Virginia “Ginger” Delegal, executive director of the Florida Association of Counties, said that counties’ hardest work is ahead of them. “They know how to prepare pre-storm and during, but after is when the challenges present themselves,” she said. “Recovery afterward is incredibly unpredictable.”

Temporary housing for those left homeless, especially from mobile home parks, will be a particular challenge, she said. The tourism industry will rebound, she noted. “The tourism industry is resilient and will bounce back.” She said the BP oil spill was a bigger challenge.

Florida Gov. Rick Scott (R) has been holding evening calls with county officials and shared his cellphone number with them, Delegal said.

Delegal noted that there was a lot of teamwork between Florida counties across the state before, during and after the storm, as counties opened their shelters to other counties when the storm shifted its path and took on hundreds of inmates that were evacuated, as Palm Beach County did for Monroe County.

After clobbering Florida, Tropical Storm Irma headed north to Georgia and South Carolina, where coastal counties were inundated with flooding.

Knee-high floodwaters could be seen gushing through the streets of Charleston County, S.C. on Sept. 11 and more than a million were left without power in Georgia.

Meanwhile, in Harris County, Texas, county Judge Ed Emmett is calling for sweeping reforms of the area’s flood control strategy in the wake of Tropical Storm Harvey, which flooded more than 100,000 homes in the area when it hit Aug. 25.

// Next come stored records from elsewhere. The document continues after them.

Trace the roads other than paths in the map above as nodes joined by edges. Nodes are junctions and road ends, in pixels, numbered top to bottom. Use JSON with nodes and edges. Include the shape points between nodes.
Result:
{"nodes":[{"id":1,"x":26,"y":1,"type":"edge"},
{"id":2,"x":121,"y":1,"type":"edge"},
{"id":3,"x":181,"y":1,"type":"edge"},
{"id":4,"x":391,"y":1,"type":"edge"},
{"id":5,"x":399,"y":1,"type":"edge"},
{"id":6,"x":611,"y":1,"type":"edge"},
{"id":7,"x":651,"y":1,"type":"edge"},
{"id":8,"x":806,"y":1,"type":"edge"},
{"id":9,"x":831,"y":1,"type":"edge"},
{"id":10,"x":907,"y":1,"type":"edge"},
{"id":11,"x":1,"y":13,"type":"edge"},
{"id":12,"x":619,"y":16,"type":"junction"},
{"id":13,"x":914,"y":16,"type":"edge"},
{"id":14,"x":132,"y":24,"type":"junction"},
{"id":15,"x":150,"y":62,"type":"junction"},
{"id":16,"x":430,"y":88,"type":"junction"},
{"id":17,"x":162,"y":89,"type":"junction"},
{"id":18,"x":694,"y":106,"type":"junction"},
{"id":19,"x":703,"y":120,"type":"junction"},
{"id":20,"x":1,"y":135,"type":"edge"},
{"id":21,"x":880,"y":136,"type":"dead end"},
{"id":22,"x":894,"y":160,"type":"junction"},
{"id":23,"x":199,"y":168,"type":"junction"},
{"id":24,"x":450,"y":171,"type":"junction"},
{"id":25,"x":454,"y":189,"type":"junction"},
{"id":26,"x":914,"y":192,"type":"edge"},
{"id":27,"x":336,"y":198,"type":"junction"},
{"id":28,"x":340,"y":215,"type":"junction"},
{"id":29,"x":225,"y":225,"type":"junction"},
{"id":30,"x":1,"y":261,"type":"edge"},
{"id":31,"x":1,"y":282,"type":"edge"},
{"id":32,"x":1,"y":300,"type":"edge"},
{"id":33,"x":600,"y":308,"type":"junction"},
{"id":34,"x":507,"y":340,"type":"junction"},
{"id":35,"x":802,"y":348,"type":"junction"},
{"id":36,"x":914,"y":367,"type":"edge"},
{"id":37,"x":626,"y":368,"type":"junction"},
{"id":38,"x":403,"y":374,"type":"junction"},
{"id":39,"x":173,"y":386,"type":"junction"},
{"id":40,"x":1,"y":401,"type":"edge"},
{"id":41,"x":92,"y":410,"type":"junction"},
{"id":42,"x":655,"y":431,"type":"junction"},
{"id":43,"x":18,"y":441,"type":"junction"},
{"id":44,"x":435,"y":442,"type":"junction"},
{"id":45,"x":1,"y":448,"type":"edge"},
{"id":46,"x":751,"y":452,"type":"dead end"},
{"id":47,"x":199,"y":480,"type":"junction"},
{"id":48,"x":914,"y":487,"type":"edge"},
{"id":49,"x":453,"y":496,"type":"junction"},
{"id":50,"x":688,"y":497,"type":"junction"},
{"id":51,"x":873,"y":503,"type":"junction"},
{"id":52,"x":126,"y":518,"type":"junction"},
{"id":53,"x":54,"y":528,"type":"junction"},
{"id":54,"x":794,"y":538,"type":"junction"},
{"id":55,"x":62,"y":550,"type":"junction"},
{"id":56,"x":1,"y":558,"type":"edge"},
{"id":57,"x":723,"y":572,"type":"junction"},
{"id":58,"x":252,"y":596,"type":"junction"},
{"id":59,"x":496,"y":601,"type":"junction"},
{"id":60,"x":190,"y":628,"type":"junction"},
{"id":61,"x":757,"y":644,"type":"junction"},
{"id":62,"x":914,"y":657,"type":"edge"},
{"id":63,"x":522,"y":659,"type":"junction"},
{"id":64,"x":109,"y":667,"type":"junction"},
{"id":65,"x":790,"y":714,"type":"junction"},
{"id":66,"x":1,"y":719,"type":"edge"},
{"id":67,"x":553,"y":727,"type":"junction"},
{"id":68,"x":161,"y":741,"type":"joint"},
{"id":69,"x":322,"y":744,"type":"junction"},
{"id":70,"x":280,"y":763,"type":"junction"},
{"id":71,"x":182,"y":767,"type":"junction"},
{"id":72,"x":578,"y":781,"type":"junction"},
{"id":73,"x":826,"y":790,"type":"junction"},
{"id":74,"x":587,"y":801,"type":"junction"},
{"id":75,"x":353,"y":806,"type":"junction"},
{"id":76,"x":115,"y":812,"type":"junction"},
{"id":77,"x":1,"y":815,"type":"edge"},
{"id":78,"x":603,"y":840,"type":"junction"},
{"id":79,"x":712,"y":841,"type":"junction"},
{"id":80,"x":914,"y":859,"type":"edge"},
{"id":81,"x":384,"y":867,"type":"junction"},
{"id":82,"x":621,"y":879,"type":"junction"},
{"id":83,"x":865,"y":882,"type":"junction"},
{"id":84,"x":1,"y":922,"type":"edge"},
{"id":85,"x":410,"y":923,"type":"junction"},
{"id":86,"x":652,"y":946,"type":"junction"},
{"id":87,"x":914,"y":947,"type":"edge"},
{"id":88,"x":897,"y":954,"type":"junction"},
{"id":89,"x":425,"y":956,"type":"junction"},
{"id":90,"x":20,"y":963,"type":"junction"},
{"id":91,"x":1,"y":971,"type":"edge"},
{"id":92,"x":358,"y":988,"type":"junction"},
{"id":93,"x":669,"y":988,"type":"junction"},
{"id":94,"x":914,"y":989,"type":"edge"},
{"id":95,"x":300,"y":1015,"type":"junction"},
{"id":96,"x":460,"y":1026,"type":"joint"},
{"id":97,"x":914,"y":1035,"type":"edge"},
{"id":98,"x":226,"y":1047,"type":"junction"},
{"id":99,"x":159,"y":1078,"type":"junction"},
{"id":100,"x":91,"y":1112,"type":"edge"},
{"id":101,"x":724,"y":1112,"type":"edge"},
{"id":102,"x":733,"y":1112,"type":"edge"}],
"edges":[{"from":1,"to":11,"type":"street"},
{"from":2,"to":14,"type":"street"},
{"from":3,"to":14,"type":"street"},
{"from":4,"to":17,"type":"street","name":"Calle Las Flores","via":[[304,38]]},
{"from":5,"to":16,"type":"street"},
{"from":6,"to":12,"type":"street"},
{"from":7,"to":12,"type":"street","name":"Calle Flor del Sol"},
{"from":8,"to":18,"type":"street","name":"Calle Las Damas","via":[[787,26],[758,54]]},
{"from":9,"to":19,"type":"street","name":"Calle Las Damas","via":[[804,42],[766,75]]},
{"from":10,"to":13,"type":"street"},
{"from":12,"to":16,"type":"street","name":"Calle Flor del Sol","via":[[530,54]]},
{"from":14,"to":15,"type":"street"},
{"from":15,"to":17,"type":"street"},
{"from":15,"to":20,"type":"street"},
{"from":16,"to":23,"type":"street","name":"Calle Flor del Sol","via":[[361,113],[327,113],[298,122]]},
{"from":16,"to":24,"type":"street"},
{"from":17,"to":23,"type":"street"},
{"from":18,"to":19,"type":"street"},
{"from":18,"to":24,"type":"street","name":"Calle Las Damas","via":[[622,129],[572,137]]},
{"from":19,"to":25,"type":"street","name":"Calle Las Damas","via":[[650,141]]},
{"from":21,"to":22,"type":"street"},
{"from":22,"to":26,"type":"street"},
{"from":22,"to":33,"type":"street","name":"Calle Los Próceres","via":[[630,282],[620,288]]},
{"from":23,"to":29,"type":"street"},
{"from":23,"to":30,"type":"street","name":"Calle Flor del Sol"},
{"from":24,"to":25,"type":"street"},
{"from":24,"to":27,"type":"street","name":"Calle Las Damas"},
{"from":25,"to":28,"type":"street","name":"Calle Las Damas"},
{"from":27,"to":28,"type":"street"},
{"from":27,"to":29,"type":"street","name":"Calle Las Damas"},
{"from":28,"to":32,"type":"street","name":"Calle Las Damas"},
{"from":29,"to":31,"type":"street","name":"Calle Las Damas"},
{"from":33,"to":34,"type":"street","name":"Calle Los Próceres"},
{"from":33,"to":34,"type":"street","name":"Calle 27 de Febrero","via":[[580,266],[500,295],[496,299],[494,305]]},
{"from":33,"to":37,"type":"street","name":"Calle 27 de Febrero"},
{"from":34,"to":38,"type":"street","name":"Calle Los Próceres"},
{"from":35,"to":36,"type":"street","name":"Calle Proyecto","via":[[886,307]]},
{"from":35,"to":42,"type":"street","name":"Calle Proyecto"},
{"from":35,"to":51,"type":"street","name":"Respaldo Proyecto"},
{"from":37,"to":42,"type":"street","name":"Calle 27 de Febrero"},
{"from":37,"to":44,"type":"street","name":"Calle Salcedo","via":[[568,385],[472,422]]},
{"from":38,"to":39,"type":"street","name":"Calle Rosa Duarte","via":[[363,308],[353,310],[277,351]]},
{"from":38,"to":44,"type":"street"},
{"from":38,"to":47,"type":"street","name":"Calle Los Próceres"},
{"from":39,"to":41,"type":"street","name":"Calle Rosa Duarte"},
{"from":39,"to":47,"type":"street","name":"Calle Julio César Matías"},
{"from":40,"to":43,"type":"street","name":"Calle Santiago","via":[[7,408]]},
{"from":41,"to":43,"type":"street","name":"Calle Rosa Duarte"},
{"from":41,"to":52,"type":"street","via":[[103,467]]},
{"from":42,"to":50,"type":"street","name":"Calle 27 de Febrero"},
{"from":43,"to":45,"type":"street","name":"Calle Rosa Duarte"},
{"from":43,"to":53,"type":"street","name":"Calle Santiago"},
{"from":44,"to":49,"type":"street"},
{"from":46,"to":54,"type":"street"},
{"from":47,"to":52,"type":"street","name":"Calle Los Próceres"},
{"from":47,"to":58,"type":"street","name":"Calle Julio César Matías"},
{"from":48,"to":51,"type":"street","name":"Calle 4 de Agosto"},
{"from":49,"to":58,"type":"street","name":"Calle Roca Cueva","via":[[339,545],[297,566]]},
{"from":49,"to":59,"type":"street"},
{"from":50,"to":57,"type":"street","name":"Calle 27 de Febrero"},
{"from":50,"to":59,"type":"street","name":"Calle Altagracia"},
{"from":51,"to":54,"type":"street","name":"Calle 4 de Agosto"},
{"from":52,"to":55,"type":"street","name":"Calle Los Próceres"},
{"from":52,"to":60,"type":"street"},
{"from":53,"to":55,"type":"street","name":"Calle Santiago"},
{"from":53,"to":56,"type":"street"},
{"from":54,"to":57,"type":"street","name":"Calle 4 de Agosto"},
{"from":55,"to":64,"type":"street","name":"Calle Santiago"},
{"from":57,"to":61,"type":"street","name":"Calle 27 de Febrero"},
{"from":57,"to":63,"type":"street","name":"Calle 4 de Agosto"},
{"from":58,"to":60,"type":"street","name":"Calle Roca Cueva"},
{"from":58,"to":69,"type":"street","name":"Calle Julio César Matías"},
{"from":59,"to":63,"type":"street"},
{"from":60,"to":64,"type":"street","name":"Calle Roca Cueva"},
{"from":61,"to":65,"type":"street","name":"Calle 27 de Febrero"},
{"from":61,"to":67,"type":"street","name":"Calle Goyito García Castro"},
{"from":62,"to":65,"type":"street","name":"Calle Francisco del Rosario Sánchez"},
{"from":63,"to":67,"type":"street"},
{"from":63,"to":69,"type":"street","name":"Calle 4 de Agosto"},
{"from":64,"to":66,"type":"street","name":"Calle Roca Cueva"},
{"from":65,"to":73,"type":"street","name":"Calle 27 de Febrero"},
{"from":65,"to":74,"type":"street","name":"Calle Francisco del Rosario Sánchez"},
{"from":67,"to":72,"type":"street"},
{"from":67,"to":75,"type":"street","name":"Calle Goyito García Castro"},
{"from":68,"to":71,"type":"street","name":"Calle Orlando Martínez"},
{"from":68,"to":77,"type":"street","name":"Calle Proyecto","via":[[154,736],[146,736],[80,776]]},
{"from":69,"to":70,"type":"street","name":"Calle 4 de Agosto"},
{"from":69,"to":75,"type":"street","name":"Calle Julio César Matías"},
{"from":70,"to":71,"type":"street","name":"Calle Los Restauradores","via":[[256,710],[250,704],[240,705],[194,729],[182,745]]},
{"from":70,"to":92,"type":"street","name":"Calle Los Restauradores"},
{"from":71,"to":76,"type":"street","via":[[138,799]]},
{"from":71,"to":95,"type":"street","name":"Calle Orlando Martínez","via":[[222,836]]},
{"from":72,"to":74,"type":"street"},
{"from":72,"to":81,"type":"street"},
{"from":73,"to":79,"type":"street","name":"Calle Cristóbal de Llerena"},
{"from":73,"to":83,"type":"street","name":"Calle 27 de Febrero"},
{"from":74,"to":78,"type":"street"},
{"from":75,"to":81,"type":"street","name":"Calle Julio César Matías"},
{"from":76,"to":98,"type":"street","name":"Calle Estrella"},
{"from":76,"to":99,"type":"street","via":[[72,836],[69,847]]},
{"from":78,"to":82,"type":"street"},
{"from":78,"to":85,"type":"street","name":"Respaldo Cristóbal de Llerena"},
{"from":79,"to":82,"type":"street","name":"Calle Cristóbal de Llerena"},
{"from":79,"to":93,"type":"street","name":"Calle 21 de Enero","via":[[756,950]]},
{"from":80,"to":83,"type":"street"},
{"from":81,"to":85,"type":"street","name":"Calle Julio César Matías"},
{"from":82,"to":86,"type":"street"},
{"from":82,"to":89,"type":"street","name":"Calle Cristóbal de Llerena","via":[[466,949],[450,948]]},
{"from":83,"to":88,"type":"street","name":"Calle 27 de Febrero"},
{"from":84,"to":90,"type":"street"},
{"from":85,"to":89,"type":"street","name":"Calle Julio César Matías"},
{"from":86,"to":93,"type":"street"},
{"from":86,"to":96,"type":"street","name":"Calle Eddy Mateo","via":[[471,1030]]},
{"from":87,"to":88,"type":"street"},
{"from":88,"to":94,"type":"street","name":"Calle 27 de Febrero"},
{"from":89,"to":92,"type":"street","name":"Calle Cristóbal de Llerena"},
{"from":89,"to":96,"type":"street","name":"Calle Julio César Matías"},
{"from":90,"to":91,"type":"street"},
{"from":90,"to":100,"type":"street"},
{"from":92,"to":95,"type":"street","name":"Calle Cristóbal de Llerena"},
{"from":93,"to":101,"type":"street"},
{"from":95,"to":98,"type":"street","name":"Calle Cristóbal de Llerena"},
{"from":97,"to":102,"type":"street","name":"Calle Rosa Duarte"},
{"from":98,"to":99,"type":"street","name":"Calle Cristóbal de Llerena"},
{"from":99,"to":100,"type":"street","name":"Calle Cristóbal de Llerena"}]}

Residents in Texas and Louisiana continue to dig out there, after three landfalls that left a climbing death toll and thousands stranded when more than 50 inches of rain fell, flooding the region.

“It’s the worst flood we’ve ever seen, for sure,” said Gene Terry, executive director of the Austin-based Texas Association of Counties, shortly after Hurricane Harvey had decimated coastal counties.

“But this ain’t our first rodeo so to speak — we’re gearing up for the next 10 days.”

In Harris County, Emmett has laid out options including accelerated buy-outs of flood-prone properties, creating a flood control district with neighboring counties and seeking authority from the state to levy a sales tax to pay for the initiative.

“Why do we keep fixing the same problem over and over again? It doesn’t make much sense,” said county spokesman Joe Stinebaker. Emmett’s No. 1 priority is now “dealing with this all too-common flooding.”

All of the options would require federal and state help, Stinebaker said. “Local folks are not going to be able to afford this. We need the feds and the state to step up or remediate again.”

State lawmakers “are also going to have to step up,” he said, to give Harris County, population 2.5 million, some kind of authority to regulate building in the floodplain. Currently, Texas counties don’t have that ability.